I think you're absolutely right. I think a similar example of this is the RTX 4090. Everyone complains about the price, the power usage, how it's overkill for 99.99% of the population but it's constantly sold out. I doubt anyone who owns one is really disappointed
> I think a similar example of this is the RTX 4090.
I’m not sure. With video cards those gamer whales can crush all the lesser card owners after they buy some power via MTX. Then they can convince themselves it’s skill based, not money based. With a $3k headset in a closed ecosystem they’ll be playing amongst themselves and they won’t get the same level of reward (aka crushing “noobs”) that they’re able to buy in a more mainstream market.
I don’t know a single person, including friends of friends, that would buy any VR headset let alone one that costs $3k. The price point needs to come down a ton and typically adoption of tech like that comes from younger generations that have exactly zero money these days, so I predict massive flops from everyone because I don’t think the economics are going to work.
>Are there a lot games where a 4090 owner would have a meaningful advantage over an 3060 owner in a competitive environment?
Yes, all of them benefit from being able to push high framerates at resolutions the 3060 (and 2070 and 1080) can't get to. A high framerate is a meaningful advantage for a bunch of reasons, but so's a higher resolution- doesn't matter if an enemy's movement is smooth if your screen is too blurry to positively identify them.
Sure, the 1080/2070/3060 can run 4K at 30Hz, or 1440p at 90-100Hz (this is why that whole G-sync thing exists- it's designed to help hide framerate drops from those cards), but the 4090 is significantly more powerful than those are and can push 4K at 144Hz.
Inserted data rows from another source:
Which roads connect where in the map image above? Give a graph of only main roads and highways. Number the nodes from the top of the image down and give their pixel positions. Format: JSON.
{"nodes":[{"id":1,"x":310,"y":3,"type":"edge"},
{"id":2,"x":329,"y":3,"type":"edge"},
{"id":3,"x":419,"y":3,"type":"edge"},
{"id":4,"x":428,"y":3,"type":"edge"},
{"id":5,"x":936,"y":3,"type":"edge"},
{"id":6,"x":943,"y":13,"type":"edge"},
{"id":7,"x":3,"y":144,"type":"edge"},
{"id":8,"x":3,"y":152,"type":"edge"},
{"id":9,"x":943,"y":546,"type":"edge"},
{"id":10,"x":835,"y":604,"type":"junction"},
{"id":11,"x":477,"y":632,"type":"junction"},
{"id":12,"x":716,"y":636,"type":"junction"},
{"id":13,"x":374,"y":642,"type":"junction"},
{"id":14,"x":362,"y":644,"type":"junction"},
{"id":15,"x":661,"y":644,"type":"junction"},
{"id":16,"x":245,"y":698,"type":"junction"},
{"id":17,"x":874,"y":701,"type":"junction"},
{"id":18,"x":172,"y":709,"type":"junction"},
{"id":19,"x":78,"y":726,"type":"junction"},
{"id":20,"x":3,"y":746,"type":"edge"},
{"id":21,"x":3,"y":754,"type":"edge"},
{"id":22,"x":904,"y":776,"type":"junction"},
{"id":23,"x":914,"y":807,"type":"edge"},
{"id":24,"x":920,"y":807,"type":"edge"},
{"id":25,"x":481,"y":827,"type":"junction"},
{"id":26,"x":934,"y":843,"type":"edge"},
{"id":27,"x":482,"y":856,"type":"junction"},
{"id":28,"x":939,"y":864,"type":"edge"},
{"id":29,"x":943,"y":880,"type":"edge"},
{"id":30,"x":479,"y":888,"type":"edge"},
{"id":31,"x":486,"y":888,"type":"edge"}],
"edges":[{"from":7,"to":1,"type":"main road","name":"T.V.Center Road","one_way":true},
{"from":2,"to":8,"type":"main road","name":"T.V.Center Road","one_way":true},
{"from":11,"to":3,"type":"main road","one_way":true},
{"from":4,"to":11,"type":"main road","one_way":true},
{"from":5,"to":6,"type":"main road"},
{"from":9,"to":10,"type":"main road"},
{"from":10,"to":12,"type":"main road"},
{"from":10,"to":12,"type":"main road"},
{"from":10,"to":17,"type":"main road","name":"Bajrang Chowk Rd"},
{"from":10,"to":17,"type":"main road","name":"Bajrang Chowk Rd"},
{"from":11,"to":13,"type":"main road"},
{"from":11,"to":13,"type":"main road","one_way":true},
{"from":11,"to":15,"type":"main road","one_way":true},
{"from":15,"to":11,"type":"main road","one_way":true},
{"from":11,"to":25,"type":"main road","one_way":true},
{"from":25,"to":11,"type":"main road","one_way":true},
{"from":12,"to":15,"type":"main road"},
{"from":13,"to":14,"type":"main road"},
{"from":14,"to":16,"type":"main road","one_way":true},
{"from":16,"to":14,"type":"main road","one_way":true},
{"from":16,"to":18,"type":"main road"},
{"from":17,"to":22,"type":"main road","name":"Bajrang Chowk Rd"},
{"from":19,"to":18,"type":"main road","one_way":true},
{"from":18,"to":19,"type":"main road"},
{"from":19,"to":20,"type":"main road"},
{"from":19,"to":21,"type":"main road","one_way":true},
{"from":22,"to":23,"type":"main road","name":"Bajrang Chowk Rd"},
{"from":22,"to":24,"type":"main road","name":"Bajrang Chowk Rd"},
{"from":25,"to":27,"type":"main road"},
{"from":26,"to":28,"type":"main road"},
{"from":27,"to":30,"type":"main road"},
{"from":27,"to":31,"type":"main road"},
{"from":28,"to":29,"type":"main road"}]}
> Yes, all of them benefit from being able to push high framerates at resolutions the 3060 (and 2070 and 1080) can't get to. A high framerate is a meaningful advantage for a bunch of reasons, but so's a higher resolution- doesn't matter if an enemy's movement is smooth if your screen is too blurry to positively identify them.
Which game in particular gives a 4090 owners a meaningful advantage over 3060 owners? I understand the importance of high & stable FPS.
If there are so many can you please name a competitive game where a 4090 give a meaningful advantage over a 3060. And consider that 1080p at 120FPS on low settings is essentially the max that any competitive gamer could ask for. Running games higher then 1080p is eye candy, nothing more. Anything over 120FPS does give a tiny, tiny, tiny advantage.
Agree, and would add that “apps” is likely the wrong mindset: This thing is going to be all about experiences. Yoga on the beach. Standing on the pitch during Ted Lasso. Watching the Apollo moon landing from the surface of Tranquility Base.
Either they have the immersion and UI model that makes this kind of content viscerally “wow”, or they don’t have a product. I’m guessing they have a product.
These "experiences" are visceral but also very short lived and weirdly frustrating for many (most ?) people.
I look at it the same we look at paintings. Some pieces are truely mindblowing, speak to your soul and you could look at them everyday for next decades without getting bored...or not. I think for most people even the most impacting piece becomes a wallpaper pattern after the fifth time they stared at it for 5 min. They might revisit it once in a while, at most.
For a headset, that mostly means it's played with for 30 min the first time and stays in a closet for the rest of its life. You forget about it and don't get a chance to get revisited.
So yes, experiences could be wonderful, but it also needs apps that bring you back to the device on a regular basis to help the ecosystem stay alive.
(the other weird part: the more realistic and visceral the experience is, the more you get greedy and ask for more. Except there's nothing beyond. You'll be looking at that moon landing, wishing to move forward to look closer, except it will be clunky if even possible. And you're reminded that yes, it's "just" virtual, and technology and content is not ready yet)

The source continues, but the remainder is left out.